For completion, it has to be noted that no expression of the anisin1-related anisin2/atesin3 gene could be detected neither in the Δanisin1 mutant and the respective reference strain Δku70 nor in the mutants of the His-Asp phosphorelay signaling pathway and the wild-type strain BPU1 under all conditions tested (data not shown). This excludes a redundant function of this gene and indicates that it plays a different role than anisin1.

The existence of various endogenous secreted molecules that regulate growth and conidiation point to the possibility that autoinducer-mediated mechanisms are widespread among filamentous fungi (Lee and Adams 1994; Roncal et al. 2002; Tsitsigiannis and Keller 2007). Based on our results, some conditional parallels between the effect of Anisin1 and other modulators of growth and development can be drawn. For example, the cysteine-rich secreted antifungal protein PAF of P. chrysogenum helps the producing mold to adjust to variable environmental conditions by balancing asexual development (Hegedüs et al. 2011a, b). This function, in addition to its antifungal activity, provides P. chrysogenum an ecological advantage over concurring organisms. Work is in progress, however, to verify a putative antimicrobial function of Anisin1.

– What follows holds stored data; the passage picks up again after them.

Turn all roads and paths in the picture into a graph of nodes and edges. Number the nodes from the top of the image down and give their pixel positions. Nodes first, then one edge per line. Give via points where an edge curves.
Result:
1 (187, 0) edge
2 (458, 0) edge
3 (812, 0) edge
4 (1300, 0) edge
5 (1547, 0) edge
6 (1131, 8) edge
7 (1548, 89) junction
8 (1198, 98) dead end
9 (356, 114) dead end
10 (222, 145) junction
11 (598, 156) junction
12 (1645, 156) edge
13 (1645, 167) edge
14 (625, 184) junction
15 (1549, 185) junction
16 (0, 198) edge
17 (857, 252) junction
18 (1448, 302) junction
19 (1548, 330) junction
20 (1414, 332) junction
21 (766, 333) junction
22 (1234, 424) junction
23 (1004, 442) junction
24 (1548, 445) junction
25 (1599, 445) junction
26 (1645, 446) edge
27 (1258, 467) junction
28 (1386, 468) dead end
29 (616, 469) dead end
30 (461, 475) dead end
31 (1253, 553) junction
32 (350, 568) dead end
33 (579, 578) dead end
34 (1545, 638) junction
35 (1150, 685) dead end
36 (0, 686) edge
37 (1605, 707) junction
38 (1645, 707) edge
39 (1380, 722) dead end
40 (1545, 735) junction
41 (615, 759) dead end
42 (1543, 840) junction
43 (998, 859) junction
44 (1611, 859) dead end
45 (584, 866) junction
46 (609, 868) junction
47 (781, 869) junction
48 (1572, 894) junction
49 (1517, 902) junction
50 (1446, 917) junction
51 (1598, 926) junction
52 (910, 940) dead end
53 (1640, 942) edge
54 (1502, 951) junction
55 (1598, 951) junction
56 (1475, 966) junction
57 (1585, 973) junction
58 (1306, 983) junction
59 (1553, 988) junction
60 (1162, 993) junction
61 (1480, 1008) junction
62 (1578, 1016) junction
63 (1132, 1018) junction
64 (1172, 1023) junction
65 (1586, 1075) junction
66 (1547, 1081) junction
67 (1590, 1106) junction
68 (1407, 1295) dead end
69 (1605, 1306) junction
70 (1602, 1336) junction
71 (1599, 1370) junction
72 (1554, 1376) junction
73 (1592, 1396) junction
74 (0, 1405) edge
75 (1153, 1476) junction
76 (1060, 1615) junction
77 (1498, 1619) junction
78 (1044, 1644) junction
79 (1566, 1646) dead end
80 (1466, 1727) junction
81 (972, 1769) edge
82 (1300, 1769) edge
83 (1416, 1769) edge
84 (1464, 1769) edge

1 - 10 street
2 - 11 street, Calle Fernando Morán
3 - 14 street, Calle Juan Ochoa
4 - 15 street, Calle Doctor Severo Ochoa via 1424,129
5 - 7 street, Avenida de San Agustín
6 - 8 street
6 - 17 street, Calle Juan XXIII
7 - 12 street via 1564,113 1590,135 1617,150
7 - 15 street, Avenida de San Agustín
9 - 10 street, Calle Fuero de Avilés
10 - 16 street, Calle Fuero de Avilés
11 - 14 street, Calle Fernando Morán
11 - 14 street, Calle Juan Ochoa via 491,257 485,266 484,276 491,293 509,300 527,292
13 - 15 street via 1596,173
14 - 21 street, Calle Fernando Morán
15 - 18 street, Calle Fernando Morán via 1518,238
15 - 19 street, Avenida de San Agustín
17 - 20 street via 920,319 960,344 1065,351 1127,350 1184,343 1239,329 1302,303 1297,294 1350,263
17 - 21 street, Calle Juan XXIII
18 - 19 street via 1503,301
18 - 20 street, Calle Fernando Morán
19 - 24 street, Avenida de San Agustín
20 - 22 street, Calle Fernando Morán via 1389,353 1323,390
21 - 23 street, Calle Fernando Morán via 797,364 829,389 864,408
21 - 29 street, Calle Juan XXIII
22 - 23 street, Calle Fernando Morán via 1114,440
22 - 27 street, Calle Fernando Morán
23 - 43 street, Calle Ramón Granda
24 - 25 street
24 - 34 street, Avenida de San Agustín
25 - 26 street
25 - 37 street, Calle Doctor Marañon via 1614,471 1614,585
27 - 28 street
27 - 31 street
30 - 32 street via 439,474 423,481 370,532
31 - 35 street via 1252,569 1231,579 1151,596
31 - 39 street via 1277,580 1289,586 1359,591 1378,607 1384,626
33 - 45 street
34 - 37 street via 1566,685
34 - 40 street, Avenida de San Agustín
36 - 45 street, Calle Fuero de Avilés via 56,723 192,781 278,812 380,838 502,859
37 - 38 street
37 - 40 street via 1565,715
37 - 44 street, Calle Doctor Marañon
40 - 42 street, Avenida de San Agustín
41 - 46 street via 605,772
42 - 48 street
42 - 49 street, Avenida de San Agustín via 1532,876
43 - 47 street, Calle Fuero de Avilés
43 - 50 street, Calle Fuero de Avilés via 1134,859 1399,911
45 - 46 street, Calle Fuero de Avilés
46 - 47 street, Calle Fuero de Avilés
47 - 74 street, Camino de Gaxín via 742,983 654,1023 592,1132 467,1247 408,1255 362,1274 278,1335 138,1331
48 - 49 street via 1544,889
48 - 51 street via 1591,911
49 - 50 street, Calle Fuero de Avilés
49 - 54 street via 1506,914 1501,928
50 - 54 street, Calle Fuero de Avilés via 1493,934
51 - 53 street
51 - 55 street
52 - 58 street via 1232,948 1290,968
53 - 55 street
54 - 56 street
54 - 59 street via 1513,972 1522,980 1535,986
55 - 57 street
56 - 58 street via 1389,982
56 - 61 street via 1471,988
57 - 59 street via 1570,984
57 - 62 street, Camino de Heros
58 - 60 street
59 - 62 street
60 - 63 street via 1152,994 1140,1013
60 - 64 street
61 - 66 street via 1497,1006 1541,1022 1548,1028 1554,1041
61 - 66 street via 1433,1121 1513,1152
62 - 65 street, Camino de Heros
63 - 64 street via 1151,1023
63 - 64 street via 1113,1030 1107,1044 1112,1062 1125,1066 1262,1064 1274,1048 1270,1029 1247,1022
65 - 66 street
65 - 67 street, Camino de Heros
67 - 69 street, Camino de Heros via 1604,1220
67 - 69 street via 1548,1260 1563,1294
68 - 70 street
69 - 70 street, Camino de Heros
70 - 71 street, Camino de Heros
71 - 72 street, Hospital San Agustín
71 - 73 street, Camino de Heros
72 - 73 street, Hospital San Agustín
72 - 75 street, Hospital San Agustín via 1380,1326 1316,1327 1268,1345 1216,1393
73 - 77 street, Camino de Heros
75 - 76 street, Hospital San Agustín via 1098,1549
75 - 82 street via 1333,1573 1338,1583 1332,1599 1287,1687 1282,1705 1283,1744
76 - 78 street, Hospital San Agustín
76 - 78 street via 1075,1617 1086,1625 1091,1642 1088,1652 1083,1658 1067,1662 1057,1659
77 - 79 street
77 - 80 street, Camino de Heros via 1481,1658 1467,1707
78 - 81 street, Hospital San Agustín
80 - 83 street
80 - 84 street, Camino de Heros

Interestingly, defensins of higher eukaryotes are central players in the modulation of the innate immune system and in stress signaling. Both functions have been proposed to be even more relevant than their antimicrobial activities (Lowenberger 2001). Notably, cysteine-rich small molecular proteins are perfect targets for oxidative or reductive protein transformation resulting in a conformational change that could influence and modulate their activity and explain their variable function in response to environmental stimuli, such as hyperoxidant states or hypoxic conditions (Hansberg and Aguirre 1990; Aguirre et al. 2005; Batta et al. 2009). In this respect, our results let us propose that anisin1 plays a role in sensing intracellular H2O2, which arises either in response to developmental signals or due to defective detoxification. The presence of putative regulatory elements, like STRE, in the anisin1 promoter could further indicate that anisin1 is a stress-responsive gene. This, however, needs to be clarified in further experiments.